Sunday 18 September 2011

Bankers not too bothered about non-material rewards and penalties, shock, horror

News of another rogue trader losing his bank a few billion made me wonder, who was on the other end of these trades? And why haven’t they come forward? If I lose a fiver in the park, and someone finds it later that day, I’m down five pounds but that lucky person is (five) quids in. The financial debit and credit columns are clear enough, as is the ethics of the situation: the finder can’t reasonably be expected to do the right thing (in principle) because handing back the money is impossible (in practice).

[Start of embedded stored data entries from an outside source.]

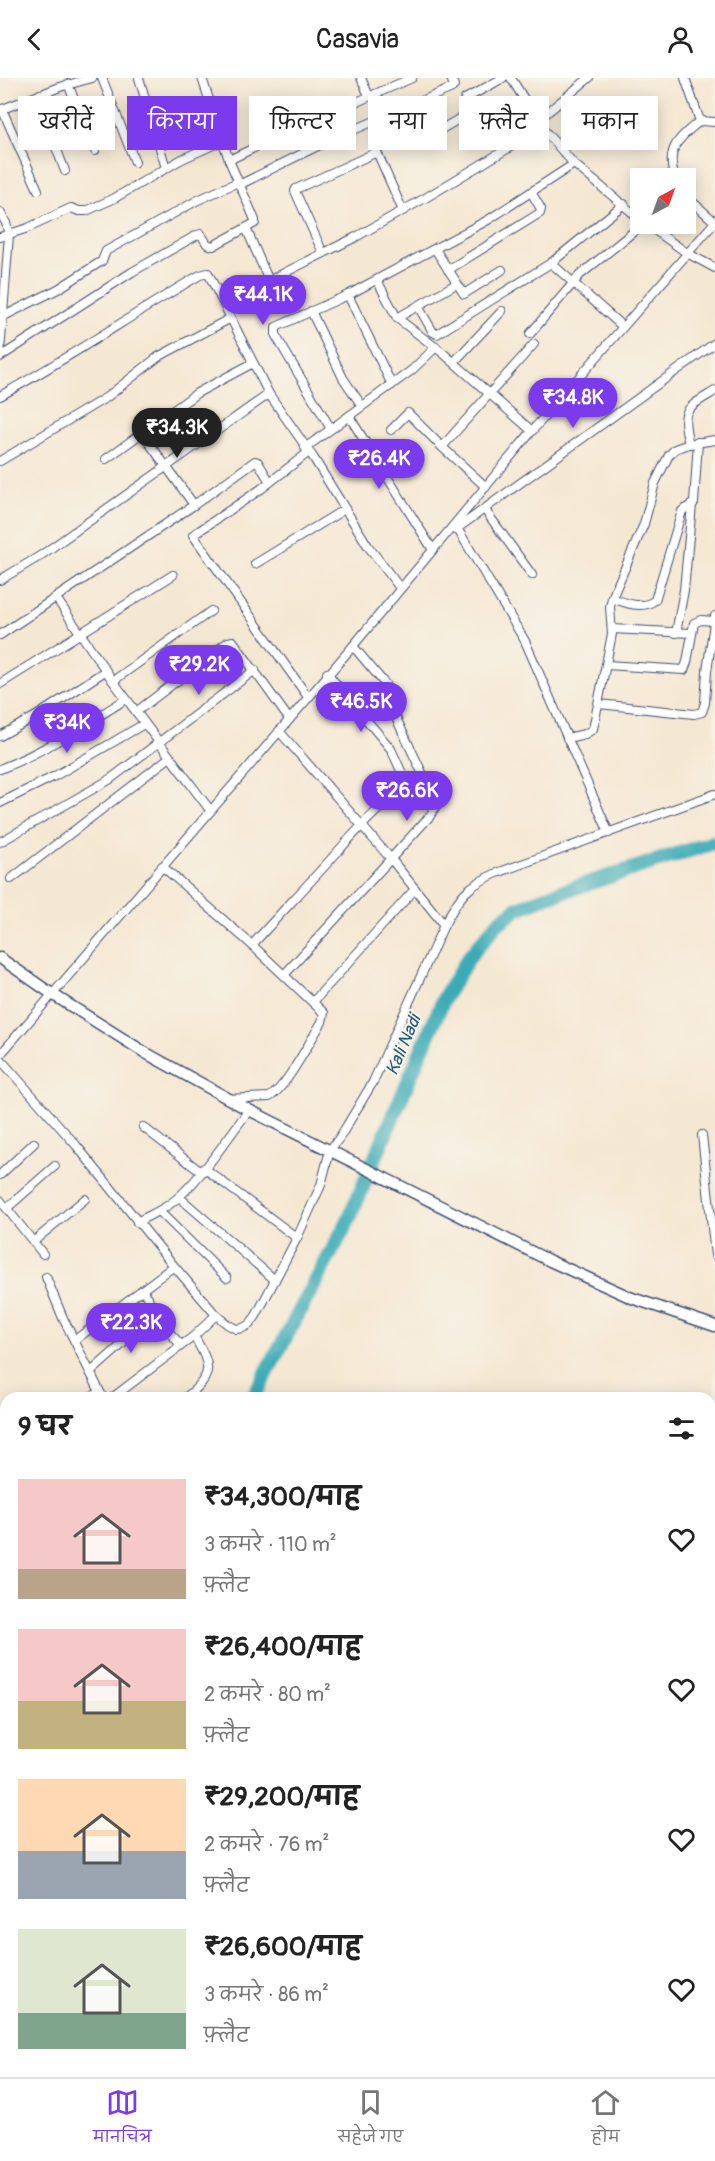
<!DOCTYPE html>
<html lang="hi">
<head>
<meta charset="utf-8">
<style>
  :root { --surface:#fff; --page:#f6f6f6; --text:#222; --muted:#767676; --line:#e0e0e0; --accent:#7c3aed }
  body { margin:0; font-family:Pangolin,"Playpen Sans Deva",sans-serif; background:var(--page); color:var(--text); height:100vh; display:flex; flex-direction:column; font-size:22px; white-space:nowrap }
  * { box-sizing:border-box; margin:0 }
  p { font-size:20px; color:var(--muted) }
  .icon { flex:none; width:33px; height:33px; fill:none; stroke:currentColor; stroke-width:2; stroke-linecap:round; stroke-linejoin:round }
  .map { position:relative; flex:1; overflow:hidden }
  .details { position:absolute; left:0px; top:1314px; width:716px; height:686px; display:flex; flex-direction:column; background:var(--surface); border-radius:18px 18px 0 0; box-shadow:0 3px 15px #0003 }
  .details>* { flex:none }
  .hud { position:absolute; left:18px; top:18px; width:680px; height:54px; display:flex; gap:12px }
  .needle { width:39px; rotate:41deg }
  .buttons { position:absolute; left:630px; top:90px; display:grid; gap:12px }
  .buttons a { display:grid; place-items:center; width:66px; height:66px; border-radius:0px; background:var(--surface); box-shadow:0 3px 15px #0003; font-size:30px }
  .price { position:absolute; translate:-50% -51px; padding:0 14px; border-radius:21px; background:var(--accent); color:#fff; font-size:20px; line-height:39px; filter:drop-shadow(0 2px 3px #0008) }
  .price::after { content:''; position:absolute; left:50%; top:36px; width:18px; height:14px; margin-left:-9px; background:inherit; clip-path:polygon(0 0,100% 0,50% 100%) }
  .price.active { background:#222; color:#fff }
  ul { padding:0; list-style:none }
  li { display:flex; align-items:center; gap:18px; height:150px; padding:0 18px }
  li span { display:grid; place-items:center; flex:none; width:168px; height:120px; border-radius:0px; color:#555 }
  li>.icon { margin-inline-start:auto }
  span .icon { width:72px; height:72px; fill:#fffc; stroke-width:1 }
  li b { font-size:26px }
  h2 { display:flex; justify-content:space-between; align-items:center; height:72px; padding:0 18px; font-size:26px }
  .pill { padding:0 21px; border-radius:0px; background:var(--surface); box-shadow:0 3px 15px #0003; font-size:21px; line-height:54px }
  .pill.active { background:var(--accent); color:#fff }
  header { display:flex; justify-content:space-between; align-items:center; height:78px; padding:0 18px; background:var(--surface); font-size:27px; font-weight:600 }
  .tab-bar { display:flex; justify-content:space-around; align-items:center; height:84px; border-top:2px solid var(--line); background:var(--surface); font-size:16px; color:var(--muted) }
  .tab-bar a { display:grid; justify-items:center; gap:3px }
  .tab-bar .active { color:var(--accent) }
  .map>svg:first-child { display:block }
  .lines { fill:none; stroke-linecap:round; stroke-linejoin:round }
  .river { stroke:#3babb7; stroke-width:15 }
  .minor-casing { stroke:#3c4b70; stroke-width:10 }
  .major-casing { stroke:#3c4b70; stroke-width:13 }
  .minor { stroke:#fff; stroke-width:8 }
  .major { stroke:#fff; stroke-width:10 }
  .labels { text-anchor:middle; stroke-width:4.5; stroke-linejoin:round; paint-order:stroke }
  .water-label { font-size:18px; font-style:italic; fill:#265a7d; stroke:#f7f3e8 }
</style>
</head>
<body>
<header><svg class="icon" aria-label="back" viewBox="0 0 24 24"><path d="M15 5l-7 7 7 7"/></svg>Casavia<svg class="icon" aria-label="person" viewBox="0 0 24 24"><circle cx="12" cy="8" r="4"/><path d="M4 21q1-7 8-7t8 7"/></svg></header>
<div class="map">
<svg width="715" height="1999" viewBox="0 0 715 1999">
  <rect width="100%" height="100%" fill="#f7f3e8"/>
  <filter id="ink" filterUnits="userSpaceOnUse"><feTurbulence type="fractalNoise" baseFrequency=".0167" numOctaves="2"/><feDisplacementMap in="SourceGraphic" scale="12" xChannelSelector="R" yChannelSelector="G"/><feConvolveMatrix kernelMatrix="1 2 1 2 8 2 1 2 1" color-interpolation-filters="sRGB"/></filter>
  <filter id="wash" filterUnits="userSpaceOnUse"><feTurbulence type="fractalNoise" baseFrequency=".008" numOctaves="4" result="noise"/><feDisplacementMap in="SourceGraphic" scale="24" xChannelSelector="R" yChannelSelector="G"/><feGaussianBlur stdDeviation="1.35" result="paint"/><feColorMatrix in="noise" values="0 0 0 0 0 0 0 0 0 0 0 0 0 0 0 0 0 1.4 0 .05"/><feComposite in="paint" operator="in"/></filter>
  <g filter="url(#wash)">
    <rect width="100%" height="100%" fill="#f5e8d3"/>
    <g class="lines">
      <!-- river -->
      <g class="river">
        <polyline points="253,1320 348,1143 445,918 469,879 497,846 517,831 546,819 715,764"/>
        <polyline points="0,1861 6,1848"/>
      </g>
    </g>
  </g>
  <g filter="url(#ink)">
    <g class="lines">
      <defs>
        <g id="minor">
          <polyline points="102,0 135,84"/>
          <polyline points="139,0 166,90"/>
          <polyline points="361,0 369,18"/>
          <polyline points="511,0 542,50 574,86 640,141"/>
          <polyline points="68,6 95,73"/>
          <polyline points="40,16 57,50 57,54 52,59 65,93"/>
          <polyline points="2,31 38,112"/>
          <polyline points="0,32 60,9 92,0"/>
          <polyline points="537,43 589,0"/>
          <polyline points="700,43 715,44"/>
          <polyline points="418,65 469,35 464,23 465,21 503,0"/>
          <polyline points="229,82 285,55 412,0"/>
          <path d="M675,100c-10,-28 3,-40 25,-57l-15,-43"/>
          <polyline points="239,107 330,62 452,10 454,8 451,0"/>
          <polyline points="686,118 715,144"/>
          <polyline points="0,134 6,145 9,157 0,275"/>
          <polyline points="646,146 687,175 715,190"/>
          <polyline points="246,150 269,203"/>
          <polyline points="0,159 28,150 71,130 79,133 86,133 113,121 182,81 222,63"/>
          <polyline points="435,171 464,216 502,192"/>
          <polyline points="323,175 295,113 296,111 377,74 403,133"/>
          <polyline points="448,192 540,135 541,131 531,114"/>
          <polyline points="377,202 397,240 443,275 532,353"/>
          <polyline points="348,217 392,307"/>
          <polyline points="224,225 354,160 427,119 542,50"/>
          <polyline points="418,228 433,254 437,256 551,185"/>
          <polyline points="311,233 343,300 362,328"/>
          <polyline points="4,238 58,211 102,183 106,173 198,122 238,104"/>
          <polyline points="397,240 456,206"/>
          <polyline points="623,249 551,185 624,126"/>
          <polyline points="530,256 580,197 643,146"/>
          <polyline points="0,279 132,194 197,157 201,156 207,166 213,168 255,145 255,142 229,82 202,0"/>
          <polyline points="454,284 502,233"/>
          <path d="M0,318c69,-38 133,-82 200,-121l8,-2 61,121 44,63 55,89 32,42"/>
          <polyline points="349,338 433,472"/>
          <polyline points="331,351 276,258 276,249 348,217 488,142 574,86"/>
          <polyline points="391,352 408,335 442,369"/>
          <path d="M689,366c-9,-36 -3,-35 26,-53"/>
          <polyline points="305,370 412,292 436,269"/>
          <polyline points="106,381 142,355"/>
          <polyline points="0,383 107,319 158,279 231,240"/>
          <polyline points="486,409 442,369 534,266"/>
          <polyline points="194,427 255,383 258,384 270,404"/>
          <polyline points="485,432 532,497"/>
          <polyline points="457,450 525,563 609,755"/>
          <polyline points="455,452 715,265"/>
          <polyline points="255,486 345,431"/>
          <polyline points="0,502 40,478 269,316"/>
          <polyline points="56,520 113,603 210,732"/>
          <path d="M612,520c13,5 31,12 43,2l27,-89 12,-8 4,-61"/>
          <polyline points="612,551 691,555"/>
          <polyline points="676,555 684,512 692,427"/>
          <polyline points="0,557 194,427 142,355 197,315 253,285"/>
          <polyline points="607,587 684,592 687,584 694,545 701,542 714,543"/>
          <polyline points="327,595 391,671 407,706"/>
          <polyline points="113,603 211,533"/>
          <polyline points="0,606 173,497"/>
          <polyline points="308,619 193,457 261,411 309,374"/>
          <polyline points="599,626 694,636 702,634 705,625 707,593 715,538"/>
          <polyline points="136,634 228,564 233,563 289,641"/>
          <polyline points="279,653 391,781 444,847"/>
          <polyline points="0,658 38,637 105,593"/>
          <polyline points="567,660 585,656 593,651 612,556 610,529 612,520 644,446 655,405 669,377 675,371 689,366 715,362"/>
          <path d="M0,691c45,-18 85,-44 126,-70"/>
          <polyline points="0,725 55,698 144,646"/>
          <polyline points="0,764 109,702 255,592"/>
          <path d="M162,788l90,79 72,68 -2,9c-11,17 -37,68 -53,75l-41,2"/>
          <polyline points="11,801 170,679"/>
          <path d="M252,867c26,-29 53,-57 79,-86 28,-31 56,-63 93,-84"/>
          <polyline points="284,897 430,738 437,726 396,640 385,606 353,568"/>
          <polyline points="313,924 415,811"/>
          <polyline points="0,977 353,568 532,353 715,144"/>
          <path d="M0,981l76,86 98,121 42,49 11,9 9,5 7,-1 7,-4 6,-8 41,-78 24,-53 9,-35 10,-13 33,-55 71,-157c16,-30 23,-39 53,-52l218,-79"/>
          <polyline points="143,1049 201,1094"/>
          <polyline points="702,1057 715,1177"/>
          <polyline points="204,1090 297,1160"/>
          <polyline points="0,1097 34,1065"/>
          <polyline points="179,1119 275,1202"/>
          <polyline points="0,1122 43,1176"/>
          <polyline points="7,1130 55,1088"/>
          <polyline points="159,1133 227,1200"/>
          <path d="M137,1144c11,-6 23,-11 33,-18 27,-19 58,-67 79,-94"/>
          <polyline points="34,1163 85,1121"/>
          <polyline points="46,1199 63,1240 103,1320"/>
          <polyline points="142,1212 148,1219 154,1238 181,1267"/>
          <polyline points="75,1262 174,1188"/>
          <polyline points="91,1294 154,1238"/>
          <polyline points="87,1320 100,1315"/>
          <polyline points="112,1320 194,1258 216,1237"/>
          <path d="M185,1320c30,-23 26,-32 9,-62"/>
          <polyline points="0,1351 6,1355"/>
          <polyline points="710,1399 715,1382"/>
          <polyline points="710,1449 715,1449"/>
          <polyline points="710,1562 715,1546"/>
          <polyline points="710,1605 715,1605"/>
          <polyline points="710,1639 715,1638"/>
        </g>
        <polyline id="major" points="0,880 52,916 144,974 249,1032 550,1183 632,1220 715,1248"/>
      </defs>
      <!-- minor casing -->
      <use href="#minor" class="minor-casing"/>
      <!-- major casing -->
      <use href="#major" class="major-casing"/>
      <!-- minor -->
      <use href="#minor" class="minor"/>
      <!-- major -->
      <use href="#major" class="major"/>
    </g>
  </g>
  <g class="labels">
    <!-- water labels -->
    <g class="water-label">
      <text transform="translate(403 967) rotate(-67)" y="6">Kali Nadi</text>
    </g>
  </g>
</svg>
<div class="buttons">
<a><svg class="needle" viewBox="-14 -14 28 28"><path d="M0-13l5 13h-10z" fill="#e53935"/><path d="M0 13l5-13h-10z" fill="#767676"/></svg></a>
</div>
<b class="price" style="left:263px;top:248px">₹44.1K</b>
<b class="price" style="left:573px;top:351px">₹34.8K</b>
<b class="price active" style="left:177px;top:381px">₹34.3K</b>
<b class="price" style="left:379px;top:412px">₹26.4K</b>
<b class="price" style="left:199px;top:618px">₹29.2K</b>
<b class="price" style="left:361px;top:655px">₹46.5K</b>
<b class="price" style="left:67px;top:676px">₹34K</b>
<b class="price" style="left:407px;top:744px">₹26.6K</b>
<b class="price" style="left:131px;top:1276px">₹22.3K</b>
<div class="hud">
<a class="pill">खरीदें</a>
<a class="pill active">किराया</a>
<a class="pill">फ़िल्टर</a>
<a class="pill">नया</a>
<a class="pill">फ़्लैट</a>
<a class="pill">मकान</a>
</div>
<section class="details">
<h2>9 घर<svg class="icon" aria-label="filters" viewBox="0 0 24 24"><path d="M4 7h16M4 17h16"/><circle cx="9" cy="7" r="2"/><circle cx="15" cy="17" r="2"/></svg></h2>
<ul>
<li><span style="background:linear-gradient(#f6c9c9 75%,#b9a48a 0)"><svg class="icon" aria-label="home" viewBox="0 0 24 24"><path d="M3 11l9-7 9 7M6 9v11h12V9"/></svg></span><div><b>₹34,300/माह</b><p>3 कमरे · 110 m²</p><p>फ़्लैट</p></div><svg class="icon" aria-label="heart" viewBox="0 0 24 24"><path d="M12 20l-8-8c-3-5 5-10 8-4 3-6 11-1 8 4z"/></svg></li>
<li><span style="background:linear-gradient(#f6c9c9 60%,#c2b280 0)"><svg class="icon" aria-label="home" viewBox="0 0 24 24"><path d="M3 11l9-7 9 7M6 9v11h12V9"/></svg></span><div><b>₹26,400/माह</b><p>2 कमरे · 80 m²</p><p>फ़्लैट</p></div><svg class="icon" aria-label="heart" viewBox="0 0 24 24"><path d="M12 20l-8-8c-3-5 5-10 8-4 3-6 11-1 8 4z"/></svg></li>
<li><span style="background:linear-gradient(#ffd9b3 60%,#9aa5b1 0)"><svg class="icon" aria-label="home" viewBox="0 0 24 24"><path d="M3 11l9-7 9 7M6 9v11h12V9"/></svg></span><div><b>₹29,200/माह</b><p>2 कमरे · 76 m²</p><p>फ़्लैट</p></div><svg class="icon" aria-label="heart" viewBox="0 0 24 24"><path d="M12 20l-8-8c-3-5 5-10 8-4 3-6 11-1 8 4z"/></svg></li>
<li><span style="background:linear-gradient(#dfe7d0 70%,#7fa58c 0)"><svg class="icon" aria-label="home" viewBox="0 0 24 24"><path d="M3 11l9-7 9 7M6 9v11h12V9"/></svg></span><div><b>₹26,600/माह</b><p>3 कमरे · 86 m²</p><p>फ़्लैट</p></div><svg class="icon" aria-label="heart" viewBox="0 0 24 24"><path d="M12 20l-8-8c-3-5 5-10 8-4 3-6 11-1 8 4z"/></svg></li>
</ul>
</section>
</div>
<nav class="tab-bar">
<a class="active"><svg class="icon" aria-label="map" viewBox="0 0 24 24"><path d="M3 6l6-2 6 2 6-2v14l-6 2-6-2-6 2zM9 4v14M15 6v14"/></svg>मानचित्र</a>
<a><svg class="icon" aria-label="saved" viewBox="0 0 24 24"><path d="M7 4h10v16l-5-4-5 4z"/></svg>सहेजे गए</a>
<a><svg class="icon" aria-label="home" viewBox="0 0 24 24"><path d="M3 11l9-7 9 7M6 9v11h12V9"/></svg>होम</a>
</nav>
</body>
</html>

The ethical situation is completely changed, of course, if the five pound note was not loose but in a wallet, with contact details. Then, most of us would agree that there is a duty on the finder to take reasonable steps to return the wallet to its rightful owner. That there is a duty is one thing, that a person responds to that duty quite another. Indeed, as Frank puts it (1988, p. 73), finding “a wallet full of cash in a deserted park is a golden opportunity” – for someone prepared to cheat, that is, for someone without a conscience.

We have evolution largely to thank (not religious codes of behaviour) that there are relatively few people who are completely lacking in conscience. The second murderer in Richard III is not someone you'd invite home, but even he admits to having been troubled by his conscience: “it made me once restore a purse of gold that, by chance, I found” (1.4.12526). The irony is that, within his world, he feels shame for this act, while the rest of us would feel a warm glow of doing good.

A golden opportunity, Frank suggests, is one in which it pays to cheat, because there’s little chance of detection or harm to reputation. (Incidentally, this is why a reputation for not cheating doesn’t tell us much (ibid., pp. 74–75): “Not having a bad reputation is not the same thing as being known to be honest. The kinds of actions that are likely to be observed are just not very good tests of whether a person is honest.”)

Frank’s book exposes the inadequacies of the self-interest model of human behaviour (under which it is perfectly rational to steal the wallet) and argues for the commitment model, in which emotions play a strong role. An honest individual “is someone who values trustworthiness for its own sake” (ibid., p. 69) and who isn’t always on the lookout for an instant material payoff. Precisely because he has this attitude, “he can be trusted in situations where his behavior cannot be monitored” (as in the park, picking up lost wallets).

What is preventing cheating is the presence of a strongly felt emotion, without which we would be much worse off:
If the psychological reward mechanism is constrained to emphasize rewards in the present moment, the simplest counter to a specious reward from cheating is to have a current feeling that tugs in precisely the opposite direction. And because it too coincides with the moment of choice, the matching law does not discount it relative to the competing material reward. . . . it says that nonmaterial rewards and penalties may also matter. . . . there will be advantage in being able to suppress the impulse to cheat. We can thus imagine a population in which people with consciences fare better than those without. (p. 82)
We don’t need a psychologist to tell us that there is a “tendency for immediate rewards to appear misleadingly attractive” (p. 77), but I find Frank’s argument for the commitment model illuminating and persuasive. (If we all behaved like bankers, the model would be thoroughly disproved!) Being emotionally predisposed to regard cheating as unpleasurable is a good explanation for why people with a conscience are better able to resist the temptation to cheat, to take those immediate rewards.

I later read Simon Goodley’s report (accessed 18.09.11) on the UBS loss, in which an anonymous hedge fund trader admitted:
Of course there are bound to be people on the other side [of the UBS losses] who made miraculously large sums of money that weren’t authorised. They will be kept quiet. You won’t hear about it.
Marina Hyde’s comment piece (accessed 18.09.11) also points out that we only ever hear about the unauthorized losses, and that rogue trades are always losing trades. Bankers, it seems, are very good at keeping quiet about all those wallets they find in the park.

Since banking is all about taking golden opportunities, this should hardly come as a surprise. The competitive world of banking naturally weeds out individuals who are not so good at taking golden opportunities. As important to select out are the cheaters who get caught. Some do slip through, of course (we don’t live in a perfect world for banking, thank goodness), and – like Nick Leeson, Jérôme Kerviel and Kweku Adoboli – end up embarrassing their employers on the front pages every few years, almost as regular as Swiss clockwork.